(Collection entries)
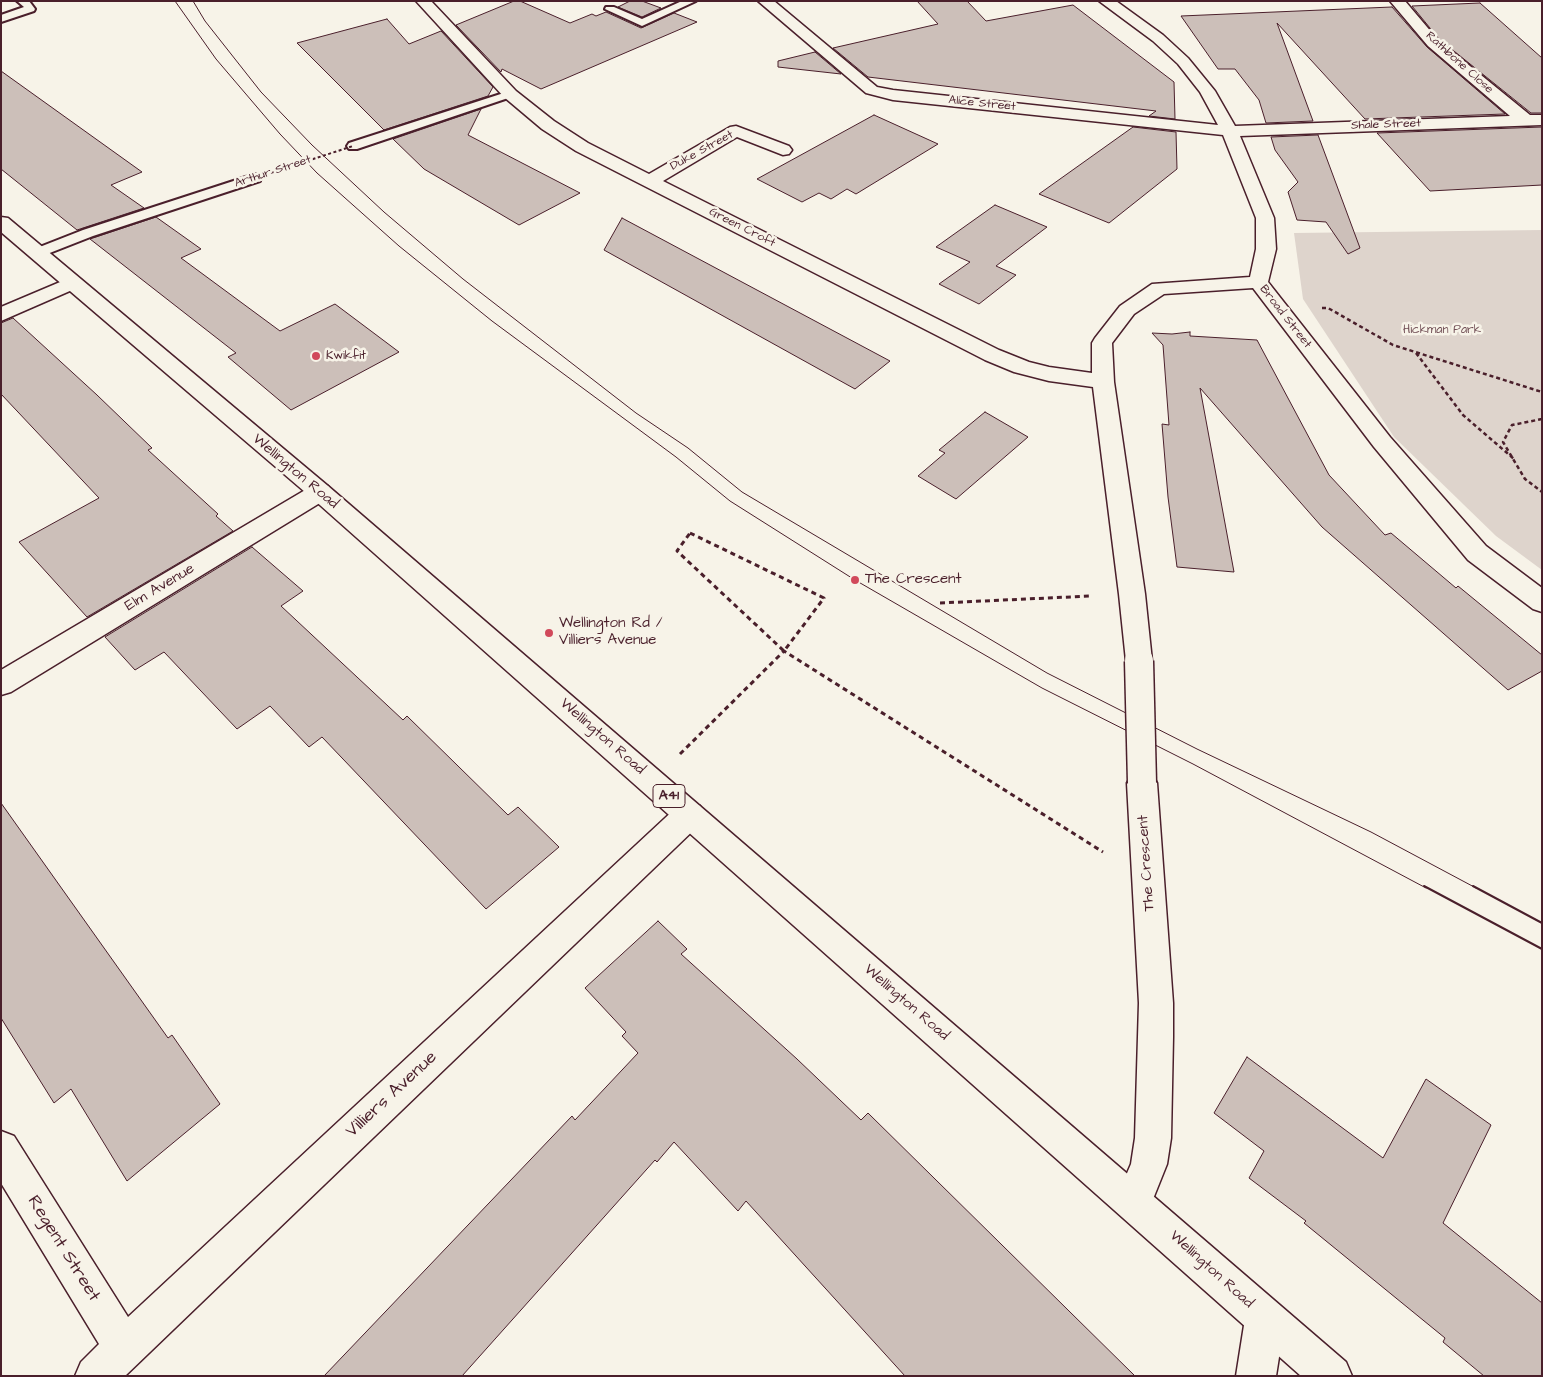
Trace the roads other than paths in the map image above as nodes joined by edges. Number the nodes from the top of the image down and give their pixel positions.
1 (423, 1) edge
2 (690, 1) edge
3 (766, 1) edge
4 (1106, 1) edge
5 (1397, 1) edge
6 (25, 4) edge
7 (610, 9) dead end
8 (1, 19) edge
9 (510, 94) junction
10 (1533, 120) edge
11 (1230, 131) junction
12 (353, 146) road end
13 (783, 150) dead end
14 (255, 178) road end
15 (650, 181) junction
16 (1, 222) edge
17 (37, 252) junction
18 (1258, 282) junction
19 (72, 283) junction
20 (1, 315) edge
21 (1103, 382) junction
22 (320, 492) junction
23 (1542, 602) edge
24 (1, 684) edge
25 (689, 814) junction
26 (1, 1148) edge
27 (1134, 1201) junction
28 (1265, 1319) junction
29 (124, 1348) junction
30 (95, 1376) edge
31 (1256, 1376) edge
32 (1332, 1376) edge

1 - 9 main road, Green Croft
2 - 7 lane
3 - 11 main road, Alice Street
4 - 11 main road, Broad Street
5 - 10 main road, Rathbone Close
6 - 8 lane
9 - 12 lane
9 - 15 main road, Green Croft
10 - 11 main road, Shale Street
11 - 18 main road, Broad Street
13 - 15 main road, Duke Street
14 - 17 lane, Arthur Street
15 - 21 main road, Green Croft
16 - 17 main road, Wellington Road / A41
17 - 19 main road, Wellington Road / A41
18 - 21 main road, The Crescent
18 - 23 main road, Broad Street
19 - 20 main road
19 - 22 main road, Wellington Road / A41
21 - 27 main road, The Crescent, bridge
22 - 24 main road, Elm Avenue
22 - 25 main road, Wellington Road / A41
25 - 27 main road, Wellington Road / A41
25 - 29 main road, Villiers Avenue
26 - 29 main road, Regent Street
27 - 28 main road, Wellington Road / A41
28 - 31 main road
28 - 32 main road, Wellington Road / A41
29 - 30 main road, Villiers Avenue

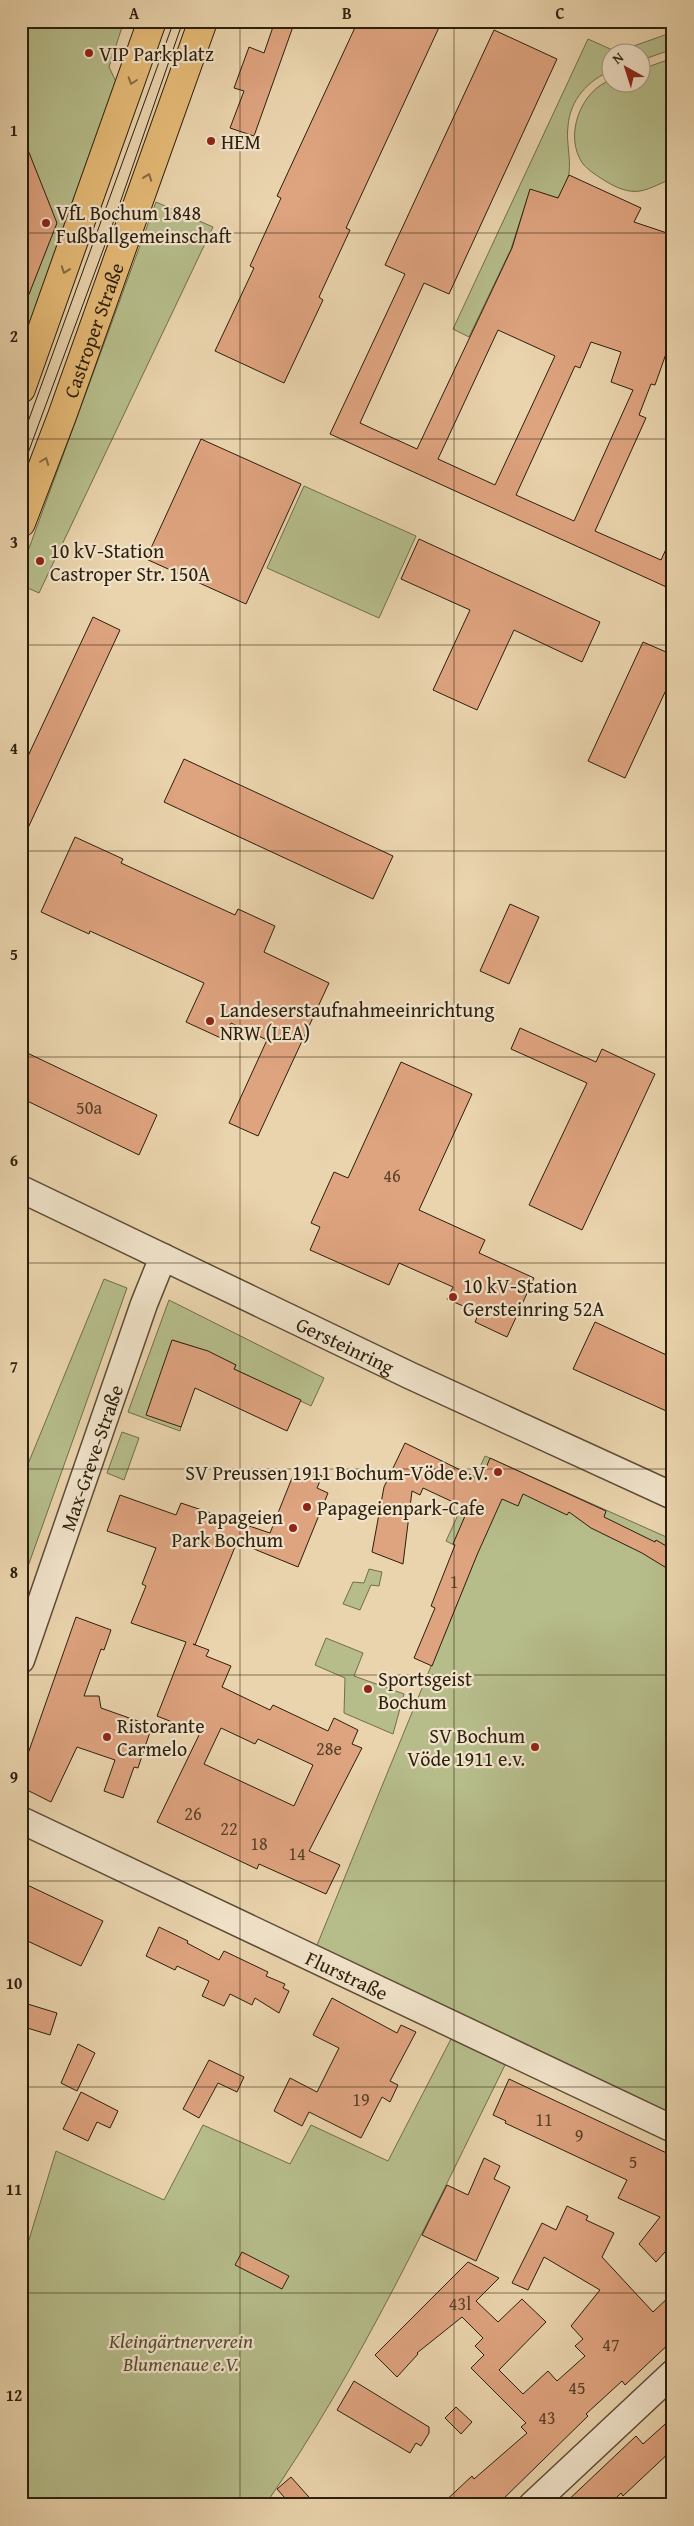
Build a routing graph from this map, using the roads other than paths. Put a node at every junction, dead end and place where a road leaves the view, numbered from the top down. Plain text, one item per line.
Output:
1 (152, 21) edge
2 (203, 21) edge
3 (21, 389) edge
4 (21, 523) edge
5 (21, 1189) edge
6 (163, 1257) junction
7 (673, 1496) edge
8 (21, 1660) edge
9 (21, 1820) edge
10 (673, 2129) edge
11 (673, 2373) edge
12 (532, 2505) edge

1 -> 3 main road
4 -> 2 main road, Castroper Straße
5 - 6 street, Gersteinring
6 - 7 street, Gersteinring
6 - 8 street, Max-Greve-Straße
9 - 10 street, Flurstraße
11 - 12 street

BRIEF: Print every line from the one that contains "Build a routing" to the end of the records, exactly as written, and nothing more.

RESPONSE TO THE EXERCISE:
Build a routing graph from this map, using the roads other than paths. Put a node at every junction, dead end and place where a road leaves the view, numbered from the top down. Plain text, one item per line.
Output:
1 (152, 21) edge
2 (203, 21) edge
3 (21, 389) edge
4 (21, 523) edge
5 (21, 1189) edge
6 (163, 1257) junction
7 (673, 1496) edge
8 (21, 1660) edge
9 (21, 1820) edge
10 (673, 2129) edge
11 (673, 2373) edge
12 (532, 2505) edge

1 -> 3 main road
4 -> 2 main road, Castroper Straße
5 - 6 street, Gersteinring
6 - 7 street, Gersteinring
6 - 8 street, Max-Greve-Straße
9 - 10 street, Flurstraße
11 - 12 street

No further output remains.